The federal government’s overhaul of privacy laws is poorly drafted and will destroy privacy while claiming to protect it, according to experts.
Bill C-11, the Digital Charter Implementation Act, gives the privacy commissioner powers to rule on breaches of privacy and levy a fine of $25 million or 5 percent of a company’s gross global revenue in the financial year before sentencing—whichever is higher. If the bill passes, it will also create a tribunal that will hear appeals to commissioner rulings.
The proposed legislation represents an overhaul of privacy laws enacted some 20 years ago, the aim being to better protect Canadians’ personal data in the digital age and provide “appropriate compensation” when personal data is breached.
But John Lawford, executive director and general counsel of the Public Interest Advocacy Centre, believes the bill, which had its first reading on Nov. 17, could be a step backward.
Lawford said in a statement that Bill C-11 should be rewritten to protect consumers instead of favouring big business.
“We are aghast that the federal government feels it can weaken consumer privacy with a doublespeak Bill that removes a consumer’s right to protect his or her personal information that is used for any ‘business activity’ if it is ‘de-identified’ or used for what the government deems is a ‘socially beneficial purpose,’” he said.
Weakened Consumer Protection
In an interview, Lawford said the proposed legislation is “a complete change” from the law as it currently stands.
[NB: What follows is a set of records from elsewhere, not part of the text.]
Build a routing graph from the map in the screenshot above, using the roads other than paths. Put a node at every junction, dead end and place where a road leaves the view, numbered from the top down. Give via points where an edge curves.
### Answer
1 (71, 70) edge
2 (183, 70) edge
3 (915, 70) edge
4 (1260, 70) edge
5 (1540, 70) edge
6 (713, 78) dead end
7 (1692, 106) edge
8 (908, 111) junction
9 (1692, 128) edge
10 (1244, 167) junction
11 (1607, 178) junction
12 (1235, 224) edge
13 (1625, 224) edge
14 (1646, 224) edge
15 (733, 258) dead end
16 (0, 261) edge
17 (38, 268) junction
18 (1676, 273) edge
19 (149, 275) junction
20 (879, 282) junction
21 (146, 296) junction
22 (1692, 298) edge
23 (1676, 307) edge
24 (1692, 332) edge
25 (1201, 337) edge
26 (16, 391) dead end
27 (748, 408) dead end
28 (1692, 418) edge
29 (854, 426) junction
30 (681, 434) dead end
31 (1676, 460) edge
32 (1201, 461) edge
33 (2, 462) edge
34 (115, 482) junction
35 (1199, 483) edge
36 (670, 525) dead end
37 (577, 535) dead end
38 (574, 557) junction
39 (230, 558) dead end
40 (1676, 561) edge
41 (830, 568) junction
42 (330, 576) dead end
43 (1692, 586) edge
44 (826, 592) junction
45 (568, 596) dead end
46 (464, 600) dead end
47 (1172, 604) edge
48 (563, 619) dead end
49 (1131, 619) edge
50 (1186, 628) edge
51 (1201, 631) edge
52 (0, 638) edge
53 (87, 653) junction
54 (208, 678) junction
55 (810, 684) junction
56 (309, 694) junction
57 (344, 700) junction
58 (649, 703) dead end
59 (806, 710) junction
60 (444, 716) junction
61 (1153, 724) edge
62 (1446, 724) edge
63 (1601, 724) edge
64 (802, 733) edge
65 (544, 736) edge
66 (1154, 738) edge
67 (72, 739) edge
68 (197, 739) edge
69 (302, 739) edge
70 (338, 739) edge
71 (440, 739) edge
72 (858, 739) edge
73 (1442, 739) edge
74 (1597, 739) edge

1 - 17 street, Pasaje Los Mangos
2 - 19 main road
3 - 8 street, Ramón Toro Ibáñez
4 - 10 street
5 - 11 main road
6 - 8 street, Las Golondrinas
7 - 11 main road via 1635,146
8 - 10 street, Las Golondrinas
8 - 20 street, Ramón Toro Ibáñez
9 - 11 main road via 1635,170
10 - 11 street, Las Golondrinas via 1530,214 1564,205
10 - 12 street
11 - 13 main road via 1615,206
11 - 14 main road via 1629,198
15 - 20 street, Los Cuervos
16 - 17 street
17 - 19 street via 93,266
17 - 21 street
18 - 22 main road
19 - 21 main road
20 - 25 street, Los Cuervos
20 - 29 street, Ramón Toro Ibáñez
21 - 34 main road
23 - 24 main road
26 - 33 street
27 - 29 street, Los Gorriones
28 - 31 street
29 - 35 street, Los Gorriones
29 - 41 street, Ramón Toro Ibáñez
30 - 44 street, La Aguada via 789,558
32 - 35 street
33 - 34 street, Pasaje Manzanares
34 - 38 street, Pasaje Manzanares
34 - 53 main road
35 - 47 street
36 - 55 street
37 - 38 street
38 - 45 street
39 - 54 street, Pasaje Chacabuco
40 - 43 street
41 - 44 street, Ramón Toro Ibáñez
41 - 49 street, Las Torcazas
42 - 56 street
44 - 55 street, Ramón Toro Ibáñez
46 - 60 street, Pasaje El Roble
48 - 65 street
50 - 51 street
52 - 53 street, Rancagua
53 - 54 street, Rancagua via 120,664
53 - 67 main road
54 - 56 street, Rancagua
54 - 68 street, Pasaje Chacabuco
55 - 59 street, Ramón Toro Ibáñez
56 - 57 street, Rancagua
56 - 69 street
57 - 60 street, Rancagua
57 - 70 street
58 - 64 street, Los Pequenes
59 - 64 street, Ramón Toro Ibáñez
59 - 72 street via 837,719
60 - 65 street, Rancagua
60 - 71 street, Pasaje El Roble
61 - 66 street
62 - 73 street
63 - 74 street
“At the moment you at least notionally have to give your consent to all these uses and even your consent to having it de-identified and used in a further database, but that’s being taken away from us. So I just don’t think that’s a good deal for consumers,” he said.
The bill absolves businesses of privacy obligations regarding “an activity in the course of which obtaining the individual’s consent would be impracticable because the organization does not have a direct relationship with the individual.”
De-identified data can also be disclosed by an organization without knowledge or consent where it is for a “socially beneficial purpose,” defined as one “related to health, the provision or improvement of public amenities or infrastructure, the protection of the environment or any other prescribed purpose.”
Lawford said the heavy penalties in the bill are meaningless because so few rights are protected and violations would be hard to prove.
“I would have wanted to see a structure more like the European General Data Protection Regulation, which gives a little more protection for consumers and requires consent for most things, with some exceptions, but more tightly controlled than what we have,” he said.
A statement by Privacy Commissioner Daniel Therrien suggests that the legislation lacks the “legal framework that would entrench privacy as a human right and as an essential element for the exercise of other fundamental rights,” and that it “places even greater emphasis on the importance of the use of personal information for economic activity.”
Several groups have welcomed Bill C-11, including the Canadian Internet Registration Authority (CIRA), which manages .ca domains. CIRA president Byron Holland said in a media statement that companies must be held accountable for protecting users’ data and “face real consequences should they break the trust of their users.”
The proposed legislation explicitly allows individuals to authorize the transfer of their personal information to another organization if they desire. An organization is also obliged to respond to an individual’s inquiry regarding whether it has any personal information about that person, how it uses the information, whether it has disclosed the information, and if so, whom it disclosed it to. It must also give the individual access to that information.
The proposed legislation also forbids any process that would re-establish a personal identity to de-identified data.
University of Ottawa professor Michael Geist, however, is concerned that the bill leaves it at the commissioner’s discretion as to whether he investigates a privacy breach.
“[T]here still should be an avenue of appeal for complainants to the Tribunal. At the moment, the right of appeal in section 100 is limited to findings, orders, or decisions, meaning that declining to investigate leaves complainants with no recourse other than judicial review,” Geist wrote in a blog post.
Konrad von Finckenstein, a lawyer and former chair of the Canadian Radio-television and Telecommunications Commission, told The Epoch Times that some parts of the act are unclear.
Section 55(1) states that an organization must dispose of a person’s personal information upon written request “as soon as feasible.”
“What is ‘as soon as feasible?’” Finckenstein wonders.
Section 57 says the security and protection of information “must be proportionate to the sensitivity of the information.” Section 58 says organizations only have to report security breaches to the commissioner “if it is reasonable to the circumstances to believe that the breach creates a real risk of significant harm to the individual.”
“This loose drafting using imprecise subjective terms is unusual” and by consequence “will be difficult to comply with or enforce,” Finckenstein said.
Provincial privacy legislation is “very clear” in B.C., Alberta, and Quebec, he notes.
“And then you get this federal one, which is I think very poorly drafted, very loosey-goosey language, and doesn’t follow the format. Why isn’t there an attempt to try to uniform those pieces of legislation so that the same concept, the same wording, the same procedures are used at both levels?
“I thought there was a missed opportunity to do that.”